[What you are asked to do] Without altering a single word, repeat the records that follow.

════════════════

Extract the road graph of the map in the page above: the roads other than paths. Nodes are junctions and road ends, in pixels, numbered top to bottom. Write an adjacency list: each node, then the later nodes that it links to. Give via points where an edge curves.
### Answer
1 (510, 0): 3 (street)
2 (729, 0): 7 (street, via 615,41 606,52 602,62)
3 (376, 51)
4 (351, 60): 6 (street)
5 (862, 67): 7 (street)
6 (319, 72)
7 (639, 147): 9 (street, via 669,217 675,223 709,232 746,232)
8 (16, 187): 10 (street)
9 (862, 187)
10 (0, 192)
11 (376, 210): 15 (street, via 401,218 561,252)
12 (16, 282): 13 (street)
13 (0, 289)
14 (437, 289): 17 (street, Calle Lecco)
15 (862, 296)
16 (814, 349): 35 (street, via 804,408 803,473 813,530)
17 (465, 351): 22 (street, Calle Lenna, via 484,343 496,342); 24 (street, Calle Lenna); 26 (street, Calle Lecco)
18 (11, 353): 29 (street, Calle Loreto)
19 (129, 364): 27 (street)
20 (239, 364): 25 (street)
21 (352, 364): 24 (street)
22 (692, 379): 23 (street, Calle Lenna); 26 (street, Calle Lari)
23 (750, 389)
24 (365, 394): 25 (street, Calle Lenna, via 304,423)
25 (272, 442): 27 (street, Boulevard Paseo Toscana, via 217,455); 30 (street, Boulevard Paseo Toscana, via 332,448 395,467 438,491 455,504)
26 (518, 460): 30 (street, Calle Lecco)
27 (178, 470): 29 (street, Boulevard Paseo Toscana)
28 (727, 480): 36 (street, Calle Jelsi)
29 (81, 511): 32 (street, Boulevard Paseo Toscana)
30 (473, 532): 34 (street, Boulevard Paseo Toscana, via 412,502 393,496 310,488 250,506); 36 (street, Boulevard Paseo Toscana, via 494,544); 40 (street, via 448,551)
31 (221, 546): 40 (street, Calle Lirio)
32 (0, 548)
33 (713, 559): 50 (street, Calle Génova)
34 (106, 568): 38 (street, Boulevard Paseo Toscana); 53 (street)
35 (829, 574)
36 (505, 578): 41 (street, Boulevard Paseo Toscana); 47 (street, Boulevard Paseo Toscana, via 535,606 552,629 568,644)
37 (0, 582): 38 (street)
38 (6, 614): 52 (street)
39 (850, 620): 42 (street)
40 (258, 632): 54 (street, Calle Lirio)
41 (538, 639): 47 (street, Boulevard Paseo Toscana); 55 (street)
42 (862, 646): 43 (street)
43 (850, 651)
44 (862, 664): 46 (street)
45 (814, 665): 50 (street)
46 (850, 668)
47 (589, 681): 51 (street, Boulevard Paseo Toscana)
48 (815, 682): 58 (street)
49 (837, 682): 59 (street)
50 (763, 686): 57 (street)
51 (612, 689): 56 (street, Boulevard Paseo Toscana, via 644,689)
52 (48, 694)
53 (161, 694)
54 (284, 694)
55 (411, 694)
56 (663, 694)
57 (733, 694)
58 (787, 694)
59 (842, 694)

════════════════

[Finished task]
Extract the road graph of the map in the page above: the roads other than paths. Nodes are junctions and road ends, in pixels, numbered top to bottom. Write an adjacency list: each node, then the later nodes that it links to. Give via points where an edge curves.
### Answer
1 (510, 0): 3 (street)
2 (729, 0): 7 (street, via 615,41 606,52 602,62)
3 (376, 51)
4 (351, 60): 6 (street)
5 (862, 67): 7 (street)
6 (319, 72)
7 (639, 147): 9 (street, via 669,217 675,223 709,232 746,232)
8 (16, 187): 10 (street)
9 (862, 187)
10 (0, 192)
11 (376, 210): 15 (street, via 401,218 561,252)
12 (16, 282): 13 (street)
13 (0, 289)
14 (437, 289): 17 (street, Calle Lecco)
15 (862, 296)
16 (814, 349): 35 (street, via 804,408 803,473 813,530)
17 (465, 351): 22 (street, Calle Lenna, via 484,343 496,342); 24 (street, Calle Lenna); 26 (street, Calle Lecco)
18 (11, 353): 29 (street, Calle Loreto)
19 (129, 364): 27 (street)
20 (239, 364): 25 (street)
21 (352, 364): 24 (street)
22 (692, 379): 23 (street, Calle Lenna); 26 (street, Calle Lari)
23 (750, 389)
24 (365, 394): 25 (street, Calle Lenna, via 304,423)
25 (272, 442): 27 (street, Boulevard Paseo Toscana, via 217,455); 30 (street, Boulevard Paseo Toscana, via 332,448 395,467 438,491 455,504)
26 (518, 460): 30 (street, Calle Lecco)
27 (178, 470): 29 (street, Boulevard Paseo Toscana)
28 (727, 480): 36 (street, Calle Jelsi)
29 (81, 511): 32 (street, Boulevard Paseo Toscana)
30 (473, 532): 34 (street, Boulevard Paseo Toscana, via 412,502 393,496 310,488 250,506); 36 (street, Boulevard Paseo Toscana, via 494,544); 40 (street, via 448,551)
31 (221, 546): 40 (street, Calle Lirio)
32 (0, 548)
33 (713, 559): 50 (street, Calle Génova)
34 (106, 568): 38 (street, Boulevard Paseo Toscana); 53 (street)
35 (829, 574)
36 (505, 578): 41 (street, Boulevard Paseo Toscana); 47 (street, Boulevard Paseo Toscana, via 535,606 552,629 568,644)
37 (0, 582): 38 (street)
38 (6, 614): 52 (street)
39 (850, 620): 42 (street)
40 (258, 632): 54 (street, Calle Lirio)
41 (538, 639): 47 (street, Boulevard Paseo Toscana); 55 (street)
42 (862, 646): 43 (street)
43 (850, 651)
44 (862, 664): 46 (street)
45 (814, 665): 50 (street)
46 (850, 668)
47 (589, 681): 51 (street, Boulevard Paseo Toscana)
48 (815, 682): 58 (street)
49 (837, 682): 59 (street)
50 (763, 686): 57 (street)
51 (612, 689): 56 (street, Boulevard Paseo Toscana, via 644,689)
52 (48, 694)
53 (161, 694)
54 (284, 694)
55 (411, 694)
56 (663, 694)
57 (733, 694)
58 (787, 694)
59 (842, 694)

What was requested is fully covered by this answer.